## [TASK PROMPT]
Reproduce each entry exactly as written.

## [GIVEN DATA]
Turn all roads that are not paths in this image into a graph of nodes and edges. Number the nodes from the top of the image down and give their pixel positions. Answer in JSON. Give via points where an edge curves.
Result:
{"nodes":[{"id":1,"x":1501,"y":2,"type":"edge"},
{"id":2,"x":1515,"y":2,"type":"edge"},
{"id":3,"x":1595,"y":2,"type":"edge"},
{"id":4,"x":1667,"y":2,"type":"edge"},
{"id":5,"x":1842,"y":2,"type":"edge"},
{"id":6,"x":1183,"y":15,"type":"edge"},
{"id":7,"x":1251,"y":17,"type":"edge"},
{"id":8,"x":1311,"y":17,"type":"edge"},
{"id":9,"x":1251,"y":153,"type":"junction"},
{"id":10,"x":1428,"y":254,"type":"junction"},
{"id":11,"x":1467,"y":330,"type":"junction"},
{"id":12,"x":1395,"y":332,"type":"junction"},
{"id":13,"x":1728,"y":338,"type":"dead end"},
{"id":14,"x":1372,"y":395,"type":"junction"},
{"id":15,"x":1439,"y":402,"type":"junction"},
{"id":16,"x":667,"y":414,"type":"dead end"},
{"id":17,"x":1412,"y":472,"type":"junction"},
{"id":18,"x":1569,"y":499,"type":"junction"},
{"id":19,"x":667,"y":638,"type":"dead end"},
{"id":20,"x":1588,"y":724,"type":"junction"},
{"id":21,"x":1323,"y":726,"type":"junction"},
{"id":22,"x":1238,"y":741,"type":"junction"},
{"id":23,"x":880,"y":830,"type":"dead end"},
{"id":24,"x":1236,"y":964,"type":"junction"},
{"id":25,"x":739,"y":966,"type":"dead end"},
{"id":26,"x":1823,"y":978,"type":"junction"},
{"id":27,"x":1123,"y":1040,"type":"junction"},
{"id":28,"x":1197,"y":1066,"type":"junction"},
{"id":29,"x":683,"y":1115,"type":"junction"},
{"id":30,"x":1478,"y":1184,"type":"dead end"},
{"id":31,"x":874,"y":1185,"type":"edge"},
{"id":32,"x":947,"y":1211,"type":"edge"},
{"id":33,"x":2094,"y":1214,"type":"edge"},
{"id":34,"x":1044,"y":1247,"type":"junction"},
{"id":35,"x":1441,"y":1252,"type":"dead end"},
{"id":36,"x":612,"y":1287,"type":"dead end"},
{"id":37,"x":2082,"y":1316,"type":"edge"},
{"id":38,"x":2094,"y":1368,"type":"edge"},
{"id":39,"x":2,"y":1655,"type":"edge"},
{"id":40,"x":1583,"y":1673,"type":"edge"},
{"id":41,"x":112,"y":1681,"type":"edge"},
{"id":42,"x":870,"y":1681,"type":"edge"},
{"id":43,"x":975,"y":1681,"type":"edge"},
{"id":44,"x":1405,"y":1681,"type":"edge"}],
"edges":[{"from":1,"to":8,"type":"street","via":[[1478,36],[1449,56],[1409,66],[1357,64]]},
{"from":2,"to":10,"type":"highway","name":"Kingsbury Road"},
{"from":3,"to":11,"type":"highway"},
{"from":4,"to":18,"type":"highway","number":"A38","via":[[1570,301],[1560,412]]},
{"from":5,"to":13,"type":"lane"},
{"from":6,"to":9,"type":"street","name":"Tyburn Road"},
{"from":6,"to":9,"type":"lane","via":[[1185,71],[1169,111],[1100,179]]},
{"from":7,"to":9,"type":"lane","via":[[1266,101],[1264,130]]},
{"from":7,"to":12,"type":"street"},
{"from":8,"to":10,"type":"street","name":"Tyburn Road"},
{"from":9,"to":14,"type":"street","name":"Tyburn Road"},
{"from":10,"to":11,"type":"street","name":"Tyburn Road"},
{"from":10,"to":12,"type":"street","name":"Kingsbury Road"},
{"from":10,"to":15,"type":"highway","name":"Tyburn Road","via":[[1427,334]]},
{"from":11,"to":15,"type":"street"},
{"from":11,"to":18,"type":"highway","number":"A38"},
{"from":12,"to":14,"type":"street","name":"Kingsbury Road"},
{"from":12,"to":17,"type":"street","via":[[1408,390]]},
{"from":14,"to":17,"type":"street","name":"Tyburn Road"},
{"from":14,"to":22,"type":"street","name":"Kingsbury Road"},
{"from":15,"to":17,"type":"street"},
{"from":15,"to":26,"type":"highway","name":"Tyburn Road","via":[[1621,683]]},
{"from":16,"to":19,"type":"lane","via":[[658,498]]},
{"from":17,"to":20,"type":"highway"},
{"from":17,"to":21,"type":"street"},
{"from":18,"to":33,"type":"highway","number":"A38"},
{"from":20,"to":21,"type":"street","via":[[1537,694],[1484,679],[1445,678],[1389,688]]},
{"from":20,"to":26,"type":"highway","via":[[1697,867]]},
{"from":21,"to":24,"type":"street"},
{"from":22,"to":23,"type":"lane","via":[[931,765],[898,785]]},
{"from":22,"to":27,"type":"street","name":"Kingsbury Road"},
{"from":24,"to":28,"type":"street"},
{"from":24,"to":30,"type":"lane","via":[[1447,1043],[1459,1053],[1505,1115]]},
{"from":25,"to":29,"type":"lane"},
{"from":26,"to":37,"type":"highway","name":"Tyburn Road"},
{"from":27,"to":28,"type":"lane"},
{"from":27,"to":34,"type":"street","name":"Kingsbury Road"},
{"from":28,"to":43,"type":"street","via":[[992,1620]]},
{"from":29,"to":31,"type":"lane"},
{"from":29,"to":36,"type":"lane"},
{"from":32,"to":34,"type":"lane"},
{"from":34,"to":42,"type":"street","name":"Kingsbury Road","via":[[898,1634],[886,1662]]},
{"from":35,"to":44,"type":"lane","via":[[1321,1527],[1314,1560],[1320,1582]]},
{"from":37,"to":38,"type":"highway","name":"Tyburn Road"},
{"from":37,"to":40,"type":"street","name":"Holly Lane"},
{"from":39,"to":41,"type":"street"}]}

## [OUTPUT OF THE TASK]
Turn all roads that are not paths in this image into a graph of nodes and edges. Number the nodes from the top of the image down and give their pixel positions. Answer in JSON. Give via points where an edge curves.
Result:
{"nodes":[{"id":1,"x":1501,"y":2,"type":"edge"},
{"id":2,"x":1515,"y":2,"type":"edge"},
{"id":3,"x":1595,"y":2,"type":"edge"},
{"id":4,"x":1667,"y":2,"type":"edge"},
{"id":5,"x":1842,"y":2,"type":"edge"},
{"id":6,"x":1183,"y":15,"type":"edge"},
{"id":7,"x":1251,"y":17,"type":"edge"},
{"id":8,"x":1311,"y":17,"type":"edge"},
{"id":9,"x":1251,"y":153,"type":"junction"},
{"id":10,"x":1428,"y":254,"type":"junction"},
{"id":11,"x":1467,"y":330,"type":"junction"},
{"id":12,"x":1395,"y":332,"type":"junction"},
{"id":13,"x":1728,"y":338,"type":"dead end"},
{"id":14,"x":1372,"y":395,"type":"junction"},
{"id":15,"x":1439,"y":402,"type":"junction"},
{"id":16,"x":667,"y":414,"type":"dead end"},
{"id":17,"x":1412,"y":472,"type":"junction"},
{"id":18,"x":1569,"y":499,"type":"junction"},
{"id":19,"x":667,"y":638,"type":"dead end"},
{"id":20,"x":1588,"y":724,"type":"junction"},
{"id":21,"x":1323,"y":726,"type":"junction"},
{"id":22,"x":1238,"y":741,"type":"junction"},
{"id":23,"x":880,"y":830,"type":"dead end"},
{"id":24,"x":1236,"y":964,"type":"junction"},
{"id":25,"x":739,"y":966,"type":"dead end"},
{"id":26,"x":1823,"y":978,"type":"junction"},
{"id":27,"x":1123,"y":1040,"type":"junction"},
{"id":28,"x":1197,"y":1066,"type":"junction"},
{"id":29,"x":683,"y":1115,"type":"junction"},
{"id":30,"x":1478,"y":1184,"type":"dead end"},
{"id":31,"x":874,"y":1185,"type":"edge"},
{"id":32,"x":947,"y":1211,"type":"edge"},
{"id":33,"x":2094,"y":1214,"type":"edge"},
{"id":34,"x":1044,"y":1247,"type":"junction"},
{"id":35,"x":1441,"y":1252,"type":"dead end"},
{"id":36,"x":612,"y":1287,"type":"dead end"},
{"id":37,"x":2082,"y":1316,"type":"edge"},
{"id":38,"x":2094,"y":1368,"type":"edge"},
{"id":39,"x":2,"y":1655,"type":"edge"},
{"id":40,"x":1583,"y":1673,"type":"edge"},
{"id":41,"x":112,"y":1681,"type":"edge"},
{"id":42,"x":870,"y":1681,"type":"edge"},
{"id":43,"x":975,"y":1681,"type":"edge"},
{"id":44,"x":1405,"y":1681,"type":"edge"}],
"edges":[{"from":1,"to":8,"type":"street","via":[[1478,36],[1449,56],[1409,66],[1357,64]]},
{"from":2,"to":10,"type":"highway","name":"Kingsbury Road"},
{"from":3,"to":11,"type":"highway"},
{"from":4,"to":18,"type":"highway","number":"A38","via":[[1570,301],[1560,412]]},
{"from":5,"to":13,"type":"lane"},
{"from":6,"to":9,"type":"street","name":"Tyburn Road"},
{"from":6,"to":9,"type":"lane","via":[[1185,71],[1169,111],[1100,179]]},
{"from":7,"to":9,"type":"lane","via":[[1266,101],[1264,130]]},
{"from":7,"to":12,"type":"street"},
{"from":8,"to":10,"type":"street","name":"Tyburn Road"},
{"from":9,"to":14,"type":"street","name":"Tyburn Road"},
{"from":10,"to":11,"type":"street","name":"Tyburn Road"},
{"from":10,"to":12,"type":"street","name":"Kingsbury Road"},
{"from":10,"to":15,"type":"highway","name":"Tyburn Road","via":[[1427,334]]},
{"from":11,"to":15,"type":"street"},
{"from":11,"to":18,"type":"highway","number":"A38"},
{"from":12,"to":14,"type":"street","name":"Kingsbury Road"},
{"from":12,"to":17,"type":"street","via":[[1408,390]]},
{"from":14,"to":17,"type":"street","name":"Tyburn Road"},
{"from":14,"to":22,"type":"street","name":"Kingsbury Road"},
{"from":15,"to":17,"type":"street"},
{"from":15,"to":26,"type":"highway","name":"Tyburn Road","via":[[1621,683]]},
{"from":16,"to":19,"type":"lane","via":[[658,498]]},
{"from":17,"to":20,"type":"highway"},
{"from":17,"to":21,"type":"street"},
{"from":18,"to":33,"type":"highway","number":"A38"},
{"from":20,"to":21,"type":"street","via":[[1537,694],[1484,679],[1445,678],[1389,688]]},
{"from":20,"to":26,"type":"highway","via":[[1697,867]]},
{"from":21,"to":24,"type":"street"},
{"from":22,"to":23,"type":"lane","via":[[931,765],[898,785]]},
{"from":22,"to":27,"type":"street","name":"Kingsbury Road"},
{"from":24,"to":28,"type":"street"},
{"from":24,"to":30,"type":"lane","via":[[1447,1043],[1459,1053],[1505,1115]]},
{"from":25,"to":29,"type":"lane"},
{"from":26,"to":37,"type":"highway","name":"Tyburn Road"},
{"from":27,"to":28,"type":"lane"},
{"from":27,"to":34,"type":"street","name":"Kingsbury Road"},
{"from":28,"to":43,"type":"street","via":[[992,1620]]},
{"from":29,"to":31,"type":"lane"},
{"from":29,"to":36,"type":"lane"},
{"from":32,"to":34,"type":"lane"},
{"from":34,"to":42,"type":"street","name":"Kingsbury Road","via":[[898,1634],[886,1662]]},
{"from":35,"to":44,"type":"lane","via":[[1321,1527],[1314,1560],[1320,1582]]},
{"from":37,"to":38,"type":"highway","name":"Tyburn Road"},
{"from":37,"to":40,"type":"street","name":"Holly Lane"},
{"from":39,"to":41,"type":"street"}]}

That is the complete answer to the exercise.